The direction is simply the vector connecting the current point $x_k$ to the target vertex $s_k$.

$$ d_k = s_k - x_k $$

Step 5: Find the Optimal Step Size $\gamma_k$

We look for the best step size $\gamma_k \in [0, 1]$ that minimizes $f$ along the line segment between $x_k$ and $s_k$. We therefore solve a minimization problem in a single variable:

$$ \gamma_k = \arg\min_{\gamma \in [0, 1]} f(x_k + \gamma d_k) $$

(Several methods for choosing $\gamma$ exist, see Section 3).

Step 6: Update the Point

We move by a step of size $\gamma_k$ in the direction $d_k$.

$$ x_{k+1} = x_k + \gamma_k d_k $$

Step 7: Check for Convergence

We stop if the point barely moves ($ \|x_{k+1} - x_k\| < \varepsilon $) or if the function value stagnates.

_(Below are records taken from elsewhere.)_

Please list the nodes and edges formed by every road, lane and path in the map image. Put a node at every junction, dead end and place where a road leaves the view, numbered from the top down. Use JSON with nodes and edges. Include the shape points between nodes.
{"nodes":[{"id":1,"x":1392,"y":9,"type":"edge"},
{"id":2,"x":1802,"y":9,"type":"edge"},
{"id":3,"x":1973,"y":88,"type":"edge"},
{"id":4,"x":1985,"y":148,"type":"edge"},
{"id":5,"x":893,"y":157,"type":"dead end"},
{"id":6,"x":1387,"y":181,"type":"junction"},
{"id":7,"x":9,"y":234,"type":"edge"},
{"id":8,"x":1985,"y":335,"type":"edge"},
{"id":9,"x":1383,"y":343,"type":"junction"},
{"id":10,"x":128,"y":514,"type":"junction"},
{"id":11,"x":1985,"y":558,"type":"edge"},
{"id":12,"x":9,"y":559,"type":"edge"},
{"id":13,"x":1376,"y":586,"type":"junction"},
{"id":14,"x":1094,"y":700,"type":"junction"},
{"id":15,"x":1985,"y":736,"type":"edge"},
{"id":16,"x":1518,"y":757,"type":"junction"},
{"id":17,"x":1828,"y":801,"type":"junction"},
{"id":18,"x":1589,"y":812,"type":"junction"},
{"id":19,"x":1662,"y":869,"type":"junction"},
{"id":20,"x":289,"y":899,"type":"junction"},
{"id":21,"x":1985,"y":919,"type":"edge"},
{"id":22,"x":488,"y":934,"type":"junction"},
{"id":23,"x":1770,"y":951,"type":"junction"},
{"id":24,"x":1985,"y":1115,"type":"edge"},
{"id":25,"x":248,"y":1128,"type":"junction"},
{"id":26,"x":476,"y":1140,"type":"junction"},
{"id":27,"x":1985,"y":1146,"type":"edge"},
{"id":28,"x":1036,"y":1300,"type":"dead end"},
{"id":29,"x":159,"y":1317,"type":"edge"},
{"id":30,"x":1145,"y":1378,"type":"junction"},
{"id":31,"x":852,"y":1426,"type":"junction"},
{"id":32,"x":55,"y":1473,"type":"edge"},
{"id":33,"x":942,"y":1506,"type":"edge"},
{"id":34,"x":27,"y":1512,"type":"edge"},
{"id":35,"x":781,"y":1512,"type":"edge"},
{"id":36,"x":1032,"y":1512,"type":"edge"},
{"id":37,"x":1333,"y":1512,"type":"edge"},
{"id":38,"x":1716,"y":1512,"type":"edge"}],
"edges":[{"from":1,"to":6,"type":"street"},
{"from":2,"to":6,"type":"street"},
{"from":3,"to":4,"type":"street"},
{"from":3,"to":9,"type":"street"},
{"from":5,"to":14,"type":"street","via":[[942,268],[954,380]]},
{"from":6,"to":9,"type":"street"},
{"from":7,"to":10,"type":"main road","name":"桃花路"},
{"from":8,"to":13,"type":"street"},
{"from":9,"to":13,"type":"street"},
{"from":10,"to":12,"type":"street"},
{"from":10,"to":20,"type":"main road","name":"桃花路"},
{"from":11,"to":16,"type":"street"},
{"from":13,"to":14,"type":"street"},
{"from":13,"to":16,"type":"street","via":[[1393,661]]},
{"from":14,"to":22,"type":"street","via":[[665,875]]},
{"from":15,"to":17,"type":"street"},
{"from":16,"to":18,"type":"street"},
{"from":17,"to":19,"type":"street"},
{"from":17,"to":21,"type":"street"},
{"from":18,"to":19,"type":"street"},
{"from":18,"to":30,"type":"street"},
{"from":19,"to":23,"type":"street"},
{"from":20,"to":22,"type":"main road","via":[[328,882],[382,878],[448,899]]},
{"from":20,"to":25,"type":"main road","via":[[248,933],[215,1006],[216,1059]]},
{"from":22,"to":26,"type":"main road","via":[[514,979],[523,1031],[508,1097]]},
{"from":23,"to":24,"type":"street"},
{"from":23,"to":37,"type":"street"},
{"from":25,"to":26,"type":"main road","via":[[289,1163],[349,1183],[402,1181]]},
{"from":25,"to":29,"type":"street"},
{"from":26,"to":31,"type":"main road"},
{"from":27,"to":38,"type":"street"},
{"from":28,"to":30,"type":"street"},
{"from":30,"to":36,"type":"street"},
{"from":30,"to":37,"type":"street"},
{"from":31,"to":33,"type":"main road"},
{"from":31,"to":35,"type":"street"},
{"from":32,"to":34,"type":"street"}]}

Otherwise, we return to Step 2.

3. Focus: How to Choose the Step Size $\gamma$?

The choice of step size $\gamma$ is crucial for the algorithm's performance. Here are the most common methods:

1️⃣ Exact Line Search

This is the most precise method. We analytically solve the minimization problem for $\gamma$ by differentiating the function $ \phi(\gamma) = f(x_k + \gamma d_k) $ and finding where the derivative is zero ($\phi'(\gamma) = 0$).

Advantage: Fastest convergence in terms of number of iterations.
Disadvantage: Can be computationally expensive if the derivative is complex.

2️⃣ Diminishing Step Size

We use a predefined sequence that guarantees convergence. The standard choice is:

$$ \gamma_k = \frac{2}{k+2} $$

The sequence is thus: $1, 2/3, 1/2, 2/5, \dots$. The steps become smaller and smaller.

Advantage: Very simple to implement, guaranteed convergence.
Disadvantage: Can be slower in practice than exact line search.

3️⃣ Fixed Step Size

We choose a constant value, for example $\gamma_k = 0.1$. This is the simplest method.

Advantage: Extremely simple, no extra computation.
Disadvantage: Risk of slow convergence or oscillations if the step size is poorly chosen.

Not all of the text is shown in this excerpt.